DataFrames: A higher-level abstraction over RDDs, similar to tables in a relational database. DataFrames provide a more structured way to work with data and offer optimized performance.
Spark SQL: Allows you to use SQL queries to process data in Spark. This makes it easier for those familiar with SQL to work with large datasets.
MLlib (Machine Learning Library): Provides a wide range of machine learning algorithms for tasks like classification, regression, clustering, and collaborative filtering.

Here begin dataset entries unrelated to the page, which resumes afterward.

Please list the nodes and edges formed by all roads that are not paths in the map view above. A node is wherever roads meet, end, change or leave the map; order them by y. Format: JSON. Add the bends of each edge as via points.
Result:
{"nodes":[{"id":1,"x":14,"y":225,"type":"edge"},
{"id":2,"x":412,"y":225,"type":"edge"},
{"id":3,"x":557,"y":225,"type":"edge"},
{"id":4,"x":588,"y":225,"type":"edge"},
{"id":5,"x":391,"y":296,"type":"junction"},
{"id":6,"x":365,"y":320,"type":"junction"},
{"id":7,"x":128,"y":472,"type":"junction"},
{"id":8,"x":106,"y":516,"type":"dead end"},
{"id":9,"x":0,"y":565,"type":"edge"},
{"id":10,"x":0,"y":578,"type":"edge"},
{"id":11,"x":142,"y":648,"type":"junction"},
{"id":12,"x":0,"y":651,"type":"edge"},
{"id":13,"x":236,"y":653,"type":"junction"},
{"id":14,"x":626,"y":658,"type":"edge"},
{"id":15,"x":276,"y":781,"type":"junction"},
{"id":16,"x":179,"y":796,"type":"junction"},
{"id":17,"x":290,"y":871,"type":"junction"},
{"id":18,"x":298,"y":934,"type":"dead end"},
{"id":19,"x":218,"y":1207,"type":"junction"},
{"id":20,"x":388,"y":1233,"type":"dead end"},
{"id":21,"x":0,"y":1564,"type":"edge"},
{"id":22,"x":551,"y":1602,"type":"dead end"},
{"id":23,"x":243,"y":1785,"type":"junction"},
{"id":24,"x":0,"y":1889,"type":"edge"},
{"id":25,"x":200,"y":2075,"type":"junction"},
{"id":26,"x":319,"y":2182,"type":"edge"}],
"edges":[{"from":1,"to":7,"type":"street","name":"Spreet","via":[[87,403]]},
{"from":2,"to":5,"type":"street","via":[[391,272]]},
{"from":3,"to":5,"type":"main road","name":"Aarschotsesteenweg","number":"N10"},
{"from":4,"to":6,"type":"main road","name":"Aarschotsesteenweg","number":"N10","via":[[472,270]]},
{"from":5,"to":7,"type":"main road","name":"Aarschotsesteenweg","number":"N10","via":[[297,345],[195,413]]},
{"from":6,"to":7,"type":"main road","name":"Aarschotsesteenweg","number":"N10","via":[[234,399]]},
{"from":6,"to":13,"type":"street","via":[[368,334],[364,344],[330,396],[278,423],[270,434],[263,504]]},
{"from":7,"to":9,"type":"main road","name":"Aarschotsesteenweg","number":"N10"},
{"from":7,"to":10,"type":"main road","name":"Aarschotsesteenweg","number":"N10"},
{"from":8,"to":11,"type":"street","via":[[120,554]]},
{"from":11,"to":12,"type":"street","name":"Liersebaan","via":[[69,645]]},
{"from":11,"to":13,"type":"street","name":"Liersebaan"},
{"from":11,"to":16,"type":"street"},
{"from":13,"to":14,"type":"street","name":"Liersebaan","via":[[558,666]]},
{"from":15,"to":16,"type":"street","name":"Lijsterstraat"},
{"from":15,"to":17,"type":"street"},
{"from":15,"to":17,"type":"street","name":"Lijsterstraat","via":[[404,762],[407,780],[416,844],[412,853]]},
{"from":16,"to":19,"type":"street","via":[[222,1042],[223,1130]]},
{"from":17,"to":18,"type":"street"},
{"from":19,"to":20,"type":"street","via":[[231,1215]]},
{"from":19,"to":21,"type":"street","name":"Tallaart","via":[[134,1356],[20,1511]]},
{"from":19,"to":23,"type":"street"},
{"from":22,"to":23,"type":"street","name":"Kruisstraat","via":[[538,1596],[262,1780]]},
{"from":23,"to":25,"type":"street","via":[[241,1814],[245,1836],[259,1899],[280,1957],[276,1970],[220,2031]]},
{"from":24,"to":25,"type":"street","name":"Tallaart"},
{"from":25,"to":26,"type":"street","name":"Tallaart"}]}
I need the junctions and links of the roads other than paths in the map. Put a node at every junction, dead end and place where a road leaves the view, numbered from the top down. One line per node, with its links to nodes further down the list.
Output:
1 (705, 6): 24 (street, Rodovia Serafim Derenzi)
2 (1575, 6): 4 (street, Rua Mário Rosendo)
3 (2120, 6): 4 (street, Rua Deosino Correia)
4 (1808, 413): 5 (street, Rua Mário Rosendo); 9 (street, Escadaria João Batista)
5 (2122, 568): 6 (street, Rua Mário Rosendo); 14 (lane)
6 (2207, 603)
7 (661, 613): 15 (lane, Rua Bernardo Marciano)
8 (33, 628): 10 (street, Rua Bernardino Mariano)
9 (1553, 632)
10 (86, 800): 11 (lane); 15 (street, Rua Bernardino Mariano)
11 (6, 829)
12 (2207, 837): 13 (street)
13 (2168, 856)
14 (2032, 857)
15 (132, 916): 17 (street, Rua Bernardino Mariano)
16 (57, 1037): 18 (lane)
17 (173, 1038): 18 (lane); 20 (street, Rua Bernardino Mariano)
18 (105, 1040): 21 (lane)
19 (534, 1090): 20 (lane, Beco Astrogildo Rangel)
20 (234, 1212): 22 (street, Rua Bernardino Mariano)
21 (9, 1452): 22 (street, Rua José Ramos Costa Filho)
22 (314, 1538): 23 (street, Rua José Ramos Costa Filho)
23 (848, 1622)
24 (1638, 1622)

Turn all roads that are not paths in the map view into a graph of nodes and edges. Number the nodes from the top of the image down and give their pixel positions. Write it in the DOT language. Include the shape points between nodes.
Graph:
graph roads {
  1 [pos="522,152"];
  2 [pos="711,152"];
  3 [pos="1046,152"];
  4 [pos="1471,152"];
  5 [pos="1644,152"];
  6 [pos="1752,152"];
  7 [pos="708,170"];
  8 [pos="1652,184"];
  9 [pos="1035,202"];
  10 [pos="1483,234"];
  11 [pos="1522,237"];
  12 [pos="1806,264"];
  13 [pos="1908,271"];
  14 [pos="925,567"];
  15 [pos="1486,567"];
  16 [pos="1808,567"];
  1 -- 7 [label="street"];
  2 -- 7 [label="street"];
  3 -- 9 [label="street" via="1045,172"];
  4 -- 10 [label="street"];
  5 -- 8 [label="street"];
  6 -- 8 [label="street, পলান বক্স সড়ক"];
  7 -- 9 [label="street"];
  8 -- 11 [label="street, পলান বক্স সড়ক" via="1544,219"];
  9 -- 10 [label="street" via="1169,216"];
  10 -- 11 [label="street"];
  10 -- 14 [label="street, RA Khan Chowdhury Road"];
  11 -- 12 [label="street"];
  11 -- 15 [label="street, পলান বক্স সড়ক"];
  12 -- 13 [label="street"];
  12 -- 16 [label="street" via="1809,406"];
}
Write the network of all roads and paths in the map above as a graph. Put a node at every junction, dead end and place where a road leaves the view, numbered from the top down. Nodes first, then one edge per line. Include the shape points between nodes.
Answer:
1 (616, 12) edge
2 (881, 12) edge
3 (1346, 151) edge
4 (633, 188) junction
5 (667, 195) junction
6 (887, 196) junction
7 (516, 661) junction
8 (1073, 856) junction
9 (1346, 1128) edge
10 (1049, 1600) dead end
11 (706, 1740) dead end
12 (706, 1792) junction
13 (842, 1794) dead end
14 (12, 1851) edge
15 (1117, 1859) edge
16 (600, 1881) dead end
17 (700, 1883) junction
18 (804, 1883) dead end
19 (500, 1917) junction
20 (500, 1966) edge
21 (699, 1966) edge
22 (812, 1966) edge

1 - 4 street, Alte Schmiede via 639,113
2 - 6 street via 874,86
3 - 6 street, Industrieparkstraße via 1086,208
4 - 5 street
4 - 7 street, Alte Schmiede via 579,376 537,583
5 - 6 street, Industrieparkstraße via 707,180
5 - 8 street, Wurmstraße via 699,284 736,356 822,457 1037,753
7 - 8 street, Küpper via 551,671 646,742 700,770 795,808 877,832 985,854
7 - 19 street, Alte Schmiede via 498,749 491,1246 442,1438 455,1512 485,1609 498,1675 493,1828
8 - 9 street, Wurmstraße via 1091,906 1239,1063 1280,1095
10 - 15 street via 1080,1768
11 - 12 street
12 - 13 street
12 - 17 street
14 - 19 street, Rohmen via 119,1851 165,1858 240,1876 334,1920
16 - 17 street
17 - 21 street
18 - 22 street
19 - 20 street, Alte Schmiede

Spark Streaming: Enables real-time processing of streaming data. This is useful for applications like fraud detection, log analysis, and social media monitoring.
GraphX: A library for graph processing, allowing you to perform operations on large-scale graphs.
What can you do with PySpark?
- Data Ingestion & Cleaning
Read and process massive datasets from various sources, including text files, databases, and streaming feeds. Clean and prepare your data for analysis with ease.
- Exploratory Data Analysis
Analyze large datasets using familiar Python functions and libraries. Uncover trends, patterns, and relationships hidden within your data.
Build and train machine learning models on vast datasets using PySpark’s MLlib library. Leverage powerful algorithms for classification, regression, clustering, and more.
Gain insights from real-time data streams with PySpark’s Structured Streaming capabilities. React to events as they happen and make data-driven decisions in real-time.
Environment settings
Show code
# Import libraries
import jdk
import findspark
findspark.init()
findspark.find()
import pyspark
from pyspark.sql import SparkSession
import pandas as pd
import matplotlib.pyplot as plt
import seaborn as sns
sns.set()
import warnings
warnings.filterwarnings('ignore')
Show code
# Create session
spark = SparkSession.builder.getOrCreate()
Setting default log level to "WARN".
To adjust logging level use sc.setLogLevel(newLevel). For SparkR, use setLogLevel(newLevel).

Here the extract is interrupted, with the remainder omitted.